■ **HOW TO COMPLETE THIS TASK**:
All of the lines below are to be transcribed faithfully, with pictures excluded from the copy.

+++ EXERCISE MATERIALS

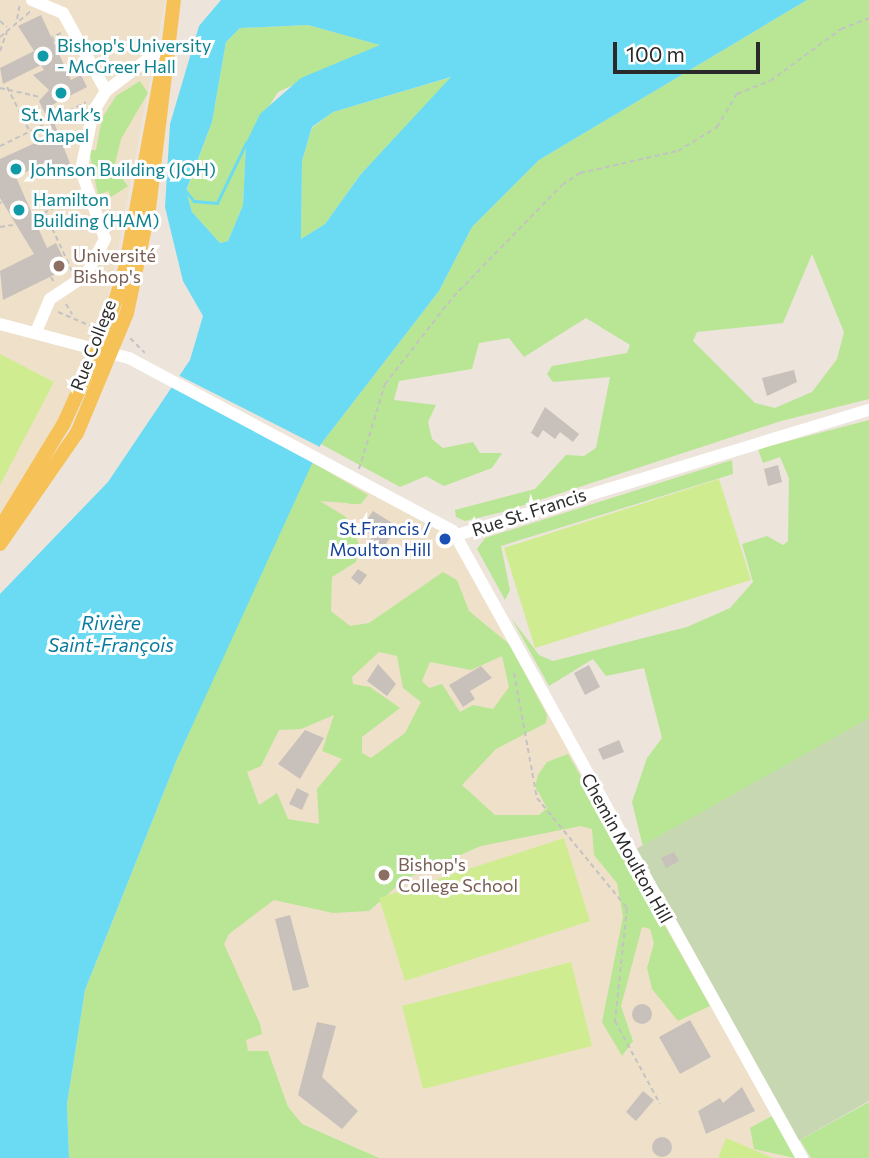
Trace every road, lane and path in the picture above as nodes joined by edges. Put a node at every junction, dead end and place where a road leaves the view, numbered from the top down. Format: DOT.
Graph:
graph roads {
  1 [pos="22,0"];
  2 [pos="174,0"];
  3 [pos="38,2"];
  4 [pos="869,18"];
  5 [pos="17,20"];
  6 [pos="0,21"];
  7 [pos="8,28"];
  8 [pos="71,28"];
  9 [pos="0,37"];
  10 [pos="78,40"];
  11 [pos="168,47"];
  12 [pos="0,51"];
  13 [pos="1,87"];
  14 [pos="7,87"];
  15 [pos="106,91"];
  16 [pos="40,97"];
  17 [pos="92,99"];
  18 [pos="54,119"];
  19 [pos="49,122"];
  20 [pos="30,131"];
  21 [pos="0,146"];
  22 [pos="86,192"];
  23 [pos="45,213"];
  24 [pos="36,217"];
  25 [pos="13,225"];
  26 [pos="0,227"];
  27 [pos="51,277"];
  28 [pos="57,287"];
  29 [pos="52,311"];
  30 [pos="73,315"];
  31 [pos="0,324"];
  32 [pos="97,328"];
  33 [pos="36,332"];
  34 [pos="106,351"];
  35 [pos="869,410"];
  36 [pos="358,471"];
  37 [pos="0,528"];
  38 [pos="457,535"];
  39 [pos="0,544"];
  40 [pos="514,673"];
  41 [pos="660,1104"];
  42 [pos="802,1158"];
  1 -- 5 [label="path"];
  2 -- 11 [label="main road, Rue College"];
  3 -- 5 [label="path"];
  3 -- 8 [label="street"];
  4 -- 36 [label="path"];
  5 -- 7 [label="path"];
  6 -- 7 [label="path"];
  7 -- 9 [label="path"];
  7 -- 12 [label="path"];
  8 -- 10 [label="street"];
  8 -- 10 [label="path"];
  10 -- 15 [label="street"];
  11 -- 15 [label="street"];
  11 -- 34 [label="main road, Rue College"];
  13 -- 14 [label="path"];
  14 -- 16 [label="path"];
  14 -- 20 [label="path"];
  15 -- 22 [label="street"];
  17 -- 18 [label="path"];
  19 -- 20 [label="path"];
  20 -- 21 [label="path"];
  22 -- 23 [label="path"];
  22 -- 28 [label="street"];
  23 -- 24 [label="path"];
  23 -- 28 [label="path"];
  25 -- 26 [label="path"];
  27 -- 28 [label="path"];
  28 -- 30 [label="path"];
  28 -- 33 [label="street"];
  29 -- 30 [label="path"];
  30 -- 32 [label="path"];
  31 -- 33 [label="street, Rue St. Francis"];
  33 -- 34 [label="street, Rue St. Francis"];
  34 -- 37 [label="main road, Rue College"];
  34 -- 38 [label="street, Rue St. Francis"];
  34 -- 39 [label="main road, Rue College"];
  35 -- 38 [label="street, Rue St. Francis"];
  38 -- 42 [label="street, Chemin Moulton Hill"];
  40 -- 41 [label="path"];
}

++++++

■ **EXPECTED ANSWER**:
Trace every road, lane and path in the picture above as nodes joined by edges. Put a node at every junction, dead end and place where a road leaves the view, numbered from the top down. Format: DOT.
Graph:
graph roads {
  1 [pos="22,0"];
  2 [pos="174,0"];
  3 [pos="38,2"];
  4 [pos="869,18"];
  5 [pos="17,20"];
  6 [pos="0,21"];
  7 [pos="8,28"];
  8 [pos="71,28"];
  9 [pos="0,37"];
  10 [pos="78,40"];
  11 [pos="168,47"];
  12 [pos="0,51"];
  13 [pos="1,87"];
  14 [pos="7,87"];
  15 [pos="106,91"];
  16 [pos="40,97"];
  17 [pos="92,99"];
  18 [pos="54,119"];
  19 [pos="49,122"];
  20 [pos="30,131"];
  21 [pos="0,146"];
  22 [pos="86,192"];
  23 [pos="45,213"];
  24 [pos="36,217"];
  25 [pos="13,225"];
  26 [pos="0,227"];
  27 [pos="51,277"];
  28 [pos="57,287"];
  29 [pos="52,311"];
  30 [pos="73,315"];
  31 [pos="0,324"];
  32 [pos="97,328"];
  33 [pos="36,332"];
  34 [pos="106,351"];
  35 [pos="869,410"];
  36 [pos="358,471"];
  37 [pos="0,528"];
  38 [pos="457,535"];
  39 [pos="0,544"];
  40 [pos="514,673"];
  41 [pos="660,1104"];
  42 [pos="802,1158"];
  1 -- 5 [label="path"];
  2 -- 11 [label="main road, Rue College"];
  3 -- 5 [label="path"];
  3 -- 8 [label="street"];
  4 -- 36 [label="path"];
  5 -- 7 [label="path"];
  6 -- 7 [label="path"];
  7 -- 9 [label="path"];
  7 -- 12 [label="path"];
  8 -- 10 [label="street"];
  8 -- 10 [label="path"];
  10 -- 15 [label="street"];
  11 -- 15 [label="street"];
  11 -- 34 [label="main road, Rue College"];
  13 -- 14 [label="path"];
  14 -- 16 [label="path"];
  14 -- 20 [label="path"];
  15 -- 22 [label="street"];
  17 -- 18 [label="path"];
  19 -- 20 [label="path"];
  20 -- 21 [label="path"];
  22 -- 23 [label="path"];
  22 -- 28 [label="street"];
  23 -- 24 [label="path"];
  23 -- 28 [label="path"];
  25 -- 26 [label="path"];
  27 -- 28 [label="path"];
  28 -- 30 [label="path"];
  28 -- 33 [label="street"];
  29 -- 30 [label="path"];
  30 -- 32 [label="path"];
  31 -- 33 [label="street, Rue St. Francis"];
  33 -- 34 [label="street, Rue St. Francis"];
  34 -- 37 [label="main road, Rue College"];
  34 -- 38 [label="street, Rue St. Francis"];
  34 -- 39 [label="main road, Rue College"];
  35 -- 38 [label="street, Rue St. Francis"];
  38 -- 42 [label="street, Chemin Moulton Hill"];
  40 -- 41 [label="path"];
}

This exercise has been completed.